More than that, their involvement in the offense changed dramatically. Playbooks came to incorporate them as more than merely second looks for a quarterback. Eventually football came to be what it is today, with a tight end like Tony Gonzalez sitting second all-time in receptions.
Conclusion
So in the course of only a few decades, the fortune of the NFL fullback and tight end reversed dramatically. Helped by rule changes, it was made into a classic Darwinian scenario. The tight end was more apt at surviving in the evolving NFL environment of the eighties and every decade since.

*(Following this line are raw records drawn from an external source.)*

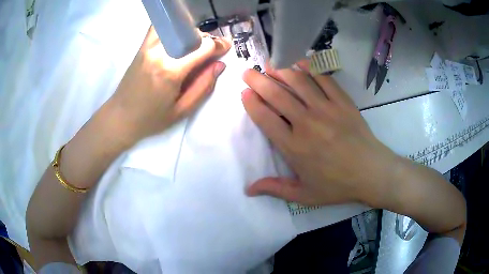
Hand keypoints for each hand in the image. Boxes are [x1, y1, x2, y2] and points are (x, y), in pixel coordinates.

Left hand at [108, 26, 230, 142]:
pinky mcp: (142, 47)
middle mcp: (160, 53)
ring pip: (177, 28)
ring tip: (194, 46)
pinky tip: (177, 40)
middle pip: (191, 33)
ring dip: (190, 33)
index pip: (203, 46)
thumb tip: (219, 65)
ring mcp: (148, 47)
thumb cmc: (151, 119)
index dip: (219, 44)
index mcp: (171, 71)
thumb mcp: (182, 110)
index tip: (226, 46)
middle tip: (210, 50)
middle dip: (206, 39)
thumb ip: (203, 86)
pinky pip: (160, 28)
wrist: (120, 117)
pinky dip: (173, 29)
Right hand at [241, 62, 398, 205]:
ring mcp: (326, 109)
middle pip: (276, 95)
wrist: (371, 173)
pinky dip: (310, 68)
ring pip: (298, 82)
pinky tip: (299, 62)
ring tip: (270, 63)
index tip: (244, 93)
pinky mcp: (342, 102)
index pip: (265, 118)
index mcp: (294, 147)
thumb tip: (249, 189)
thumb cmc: (337, 185)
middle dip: (258, 81)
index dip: (252, 103)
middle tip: (248, 72)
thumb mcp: (304, 195)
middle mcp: (306, 123)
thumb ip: (276, 189)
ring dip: (281, 70)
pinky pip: (323, 79)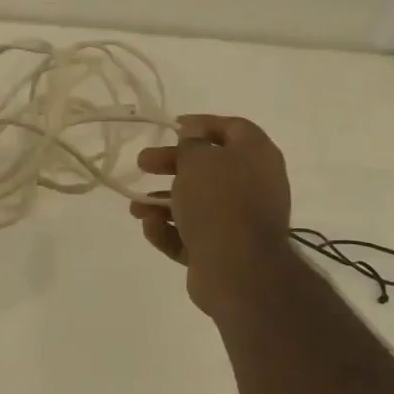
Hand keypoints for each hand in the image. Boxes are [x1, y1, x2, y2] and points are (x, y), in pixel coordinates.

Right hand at [128, 114, 293, 314]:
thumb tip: (193, 139)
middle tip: (143, 163)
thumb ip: (191, 144)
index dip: (201, 124)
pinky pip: (193, 234)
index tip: (172, 127)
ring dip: (163, 202)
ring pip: (197, 204)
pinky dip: (170, 230)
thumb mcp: (198, 159)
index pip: (232, 128)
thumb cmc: (219, 201)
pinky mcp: (225, 250)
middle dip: (171, 164)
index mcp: (257, 155)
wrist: (239, 268)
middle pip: (208, 167)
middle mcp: (254, 185)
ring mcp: (240, 221)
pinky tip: (149, 227)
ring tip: (135, 207)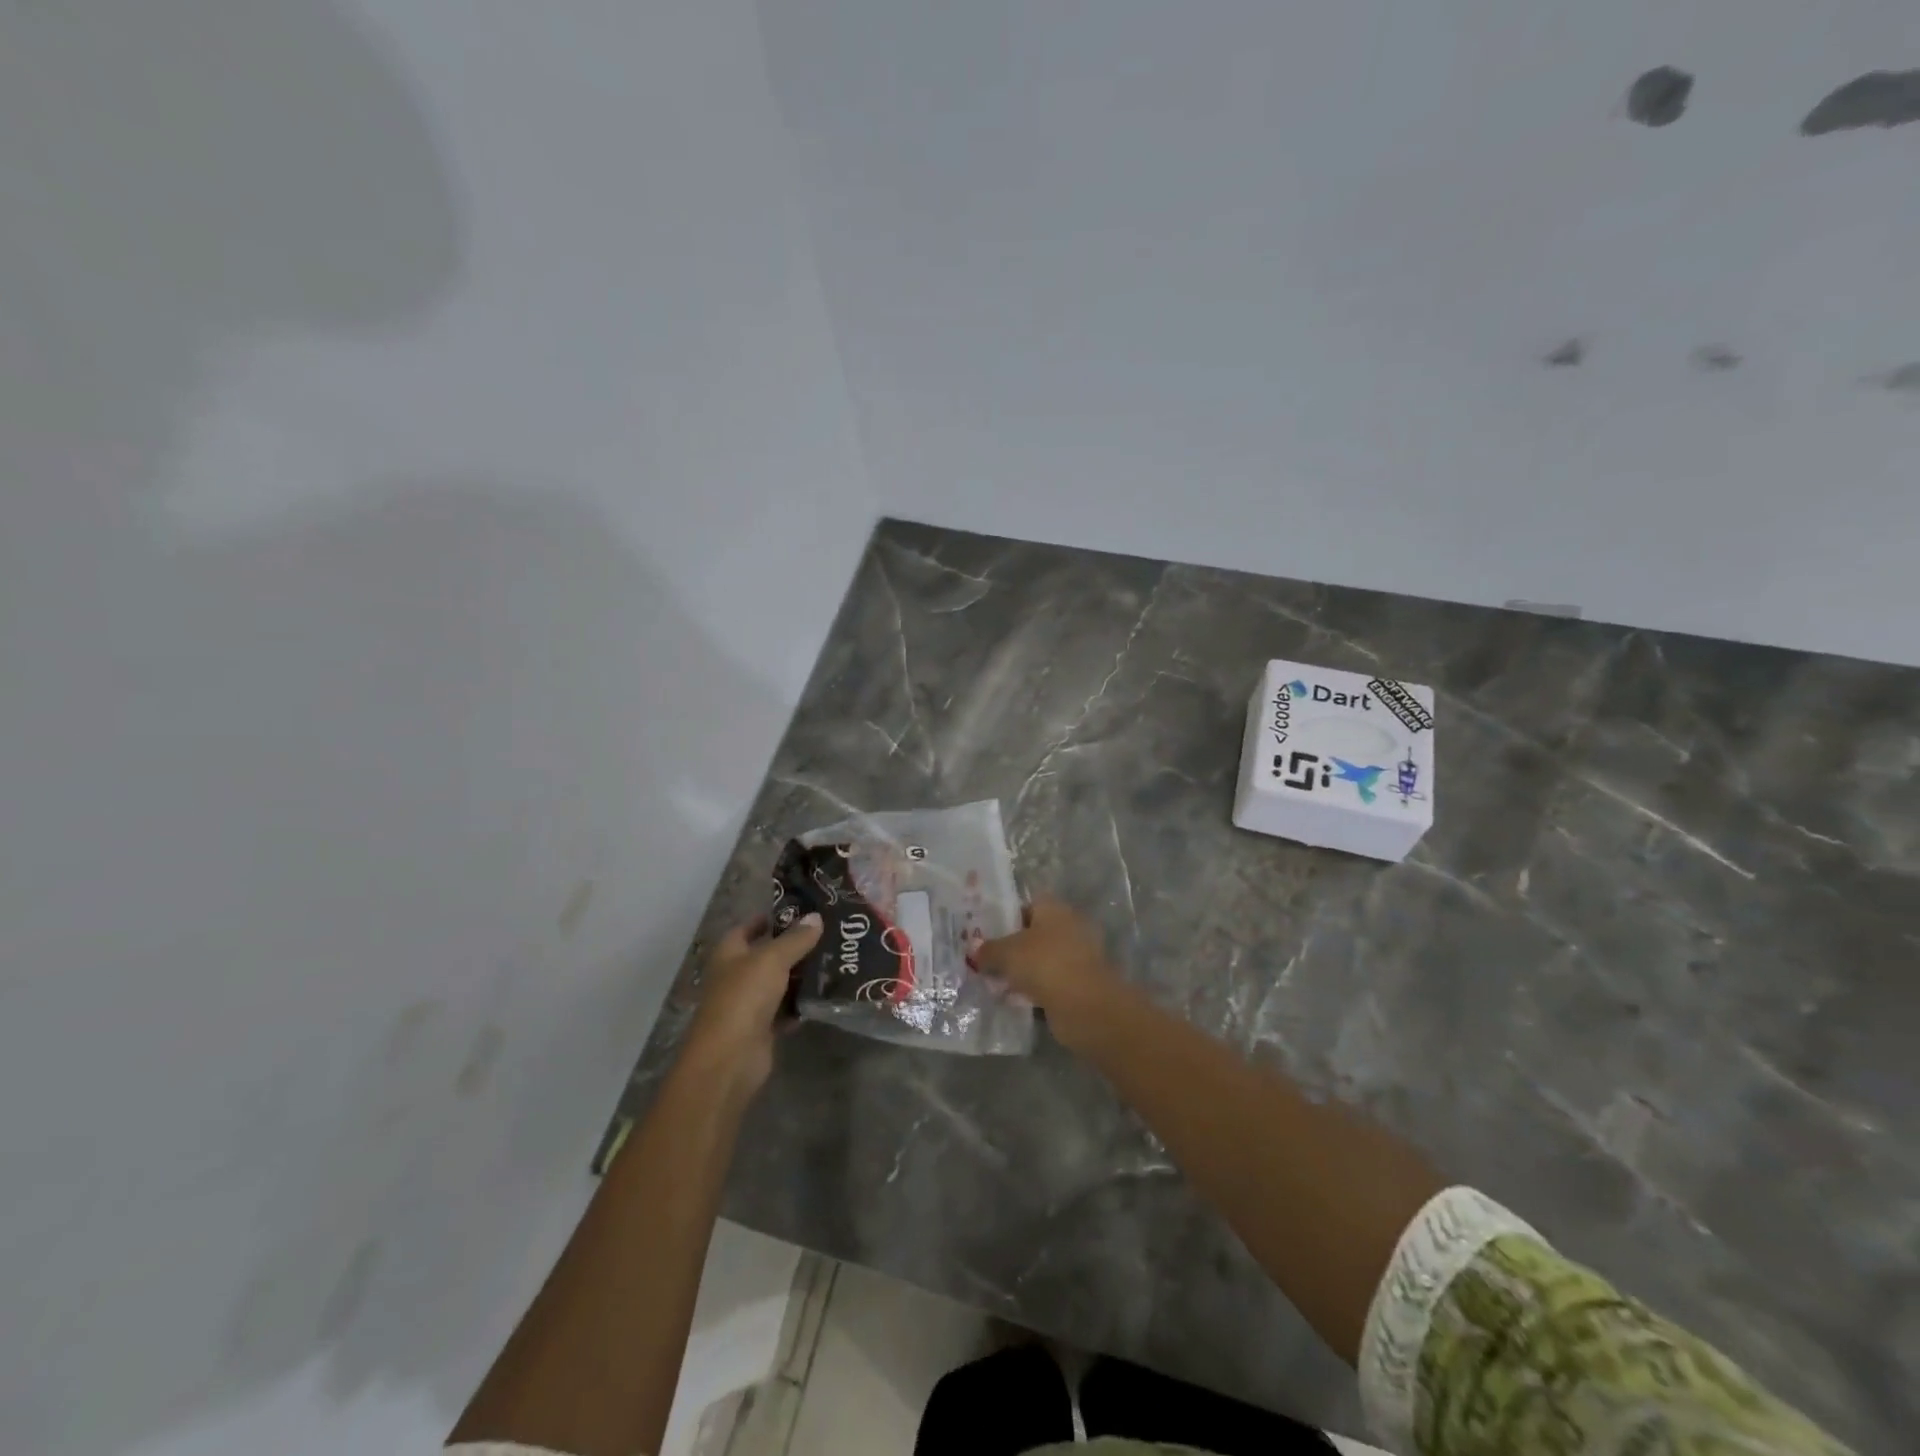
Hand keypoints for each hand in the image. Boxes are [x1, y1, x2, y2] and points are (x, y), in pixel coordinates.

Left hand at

In fact, the fullback’s demise has been as dramatic as the tight end’s rise. On one hand, a position that once offered Jim Brown and Jim Taylor (two of the best NFL athletes of their era) gradually disintegrated.
Modern fullbacks (as I pointed out in part I), are a peripheral position. True, their blocking is still crucial on certain downs. But their power as difference makers in an NFL offense has vanished. Name the last time a fullback decided anything important in a game on his own?
Conversely, the tight end has gone from rule change afterthought to the forefront of tactical evolution in
offensive football.
So all of this might not totally vindicate Darwin, but don’t say I didn’t pay attention in freshman bio.